STEREOSELECTIVE CATALYSIS OF A RETRO-MICHAEL REACTION BY CLASS-MU GLUTATHIONE TRANSFERASES - CONSEQUENCES FOR THE INTERNAL DISTRIBUTION OF PRODUCTS IN THE ACTIVE-SITE

The reaction of glutathione (GSH) with trans-4-phenyl-3-buten-2-one (PBO) is readily reversible in aqueous solution with an apparent (pH-dependent) equilibrium constant at pH 8 of 6.4 x 10(2) M(-1). Two class mu isoenzymes of GSH transferase from rat (M1-1 and M2-2) and two site specific mutants (M1-1/V9I and M2-2/I9V) catalyze the addition of GSH to PBO and the elimination of GSH from the two diastereomeric products (isomers A and B) of 4-(S-glutathionyl)-4-phenyl-2-butanone with varying degrees of efficiency and stereoselectivity, with the major kinetic product in the addition reaction (isomer A) being the preferred substrate for the elimination reaction.

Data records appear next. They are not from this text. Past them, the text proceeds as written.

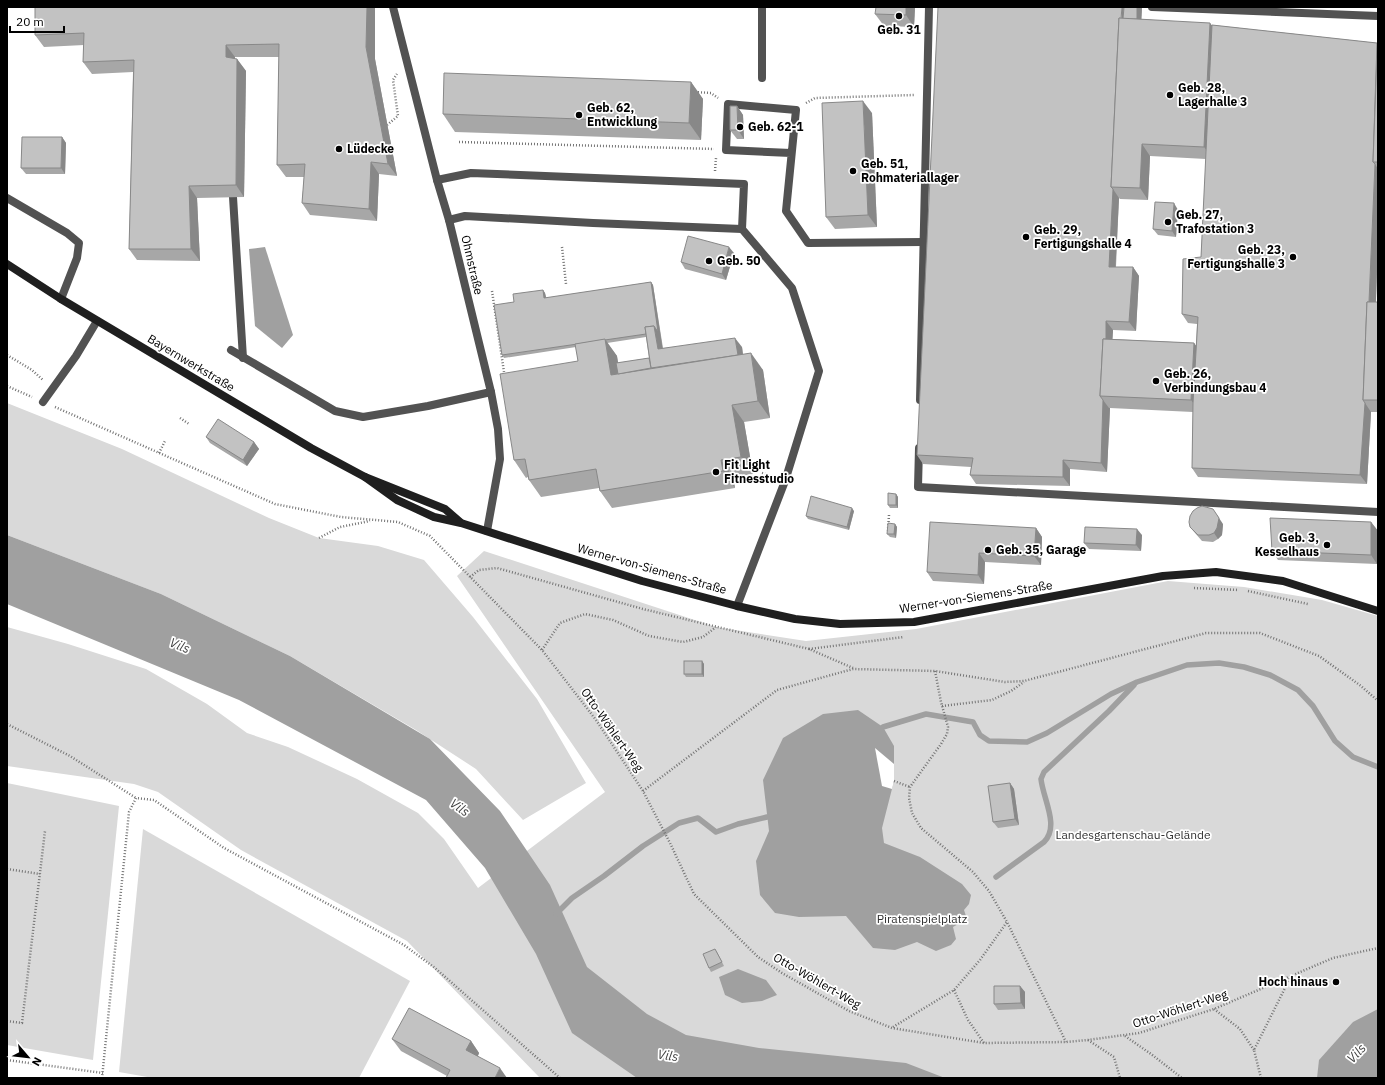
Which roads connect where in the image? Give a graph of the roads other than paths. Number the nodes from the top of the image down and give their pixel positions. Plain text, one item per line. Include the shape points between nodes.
1 (392, 7) edge
2 (762, 7) edge
3 (929, 7) edge
4 (1152, 7) edge
5 (1352, 11) edge
6 (1378, 16) edge
7 (762, 78) dead end
8 (791, 153) junction
9 (437, 180) junction
10 (233, 197) edge
11 (7, 198) edge
12 (449, 220) junction
13 (742, 229) junction
14 (923, 242) junction
15 (7, 264) edge
16 (61, 299) junction
17 (97, 321) junction
18 (231, 350) dead end
19 (243, 358) junction
20 (491, 392) junction
21 (43, 402) road end
22 (920, 408) edge
23 (919, 440) edge
24 (365, 477) junction
25 (1378, 512) edge
26 (461, 522) junction
27 (487, 531) junction
28 (737, 606) junction
29 (1378, 611) edge

1 - 9 street, Ohmstraße
2 - 7 street
3 - 14 street
4 - 5 street
5 - 6 street
8 - 8 street via 796,110 728,104 726,150
8 - 14 street via 786,211 808,243
9 - 12 street, Ohmstraße
9 - 13 street via 471,173 744,184
10 - 19 street
11 - 16 street via 67,233 78,243 77,258
12 - 13 street via 465,216
12 - 20 street, Ohmstraße
13 - 28 street via 792,288 819,371 785,481
14 - 22 street
15 - 16 street, Bayernwerkstraße
16 - 17 street, Bayernwerkstraße
17 - 21 street
17 - 24 street, Bayernwerkstraße via 311,448
18 - 19 street
19 - 20 street via 335,411 364,417
20 - 27 street, Ohmstraße via 498,429 500,459
23 - 25 street via 918,487
24 - 26 street, Bayernwerkstraße via 440,506
24 - 26 street, Bayernwerkstraße via 397,500 434,517
26 - 27 street, Bayernwerkstraße
27 - 28 street, Werner-von-Siemens-Straße via 642,580
28 - 29 street, Werner-von-Siemens-Straße via 795,619 840,624 914,622 1163,576 1216,572 1283,581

The kinetic stereoselectivity of the addition reaction and the steady-state kinetics of the elimination reactions with product isomers A and B are used to estimate internal stereochemical equilibrium constants in which product isomer B is predominant. This result is consistent with the internal equilibrium constants measured under conditions of enzyme in excess. The results can be used to construct reaction coordinate diagrams for the interconversion of central complexes in the enzyme-catalyzed reactions. The possible metabolic consequences of the reversibility of additions of GSH to alpha,beta-unsaturated carbonyl compounds are discussed.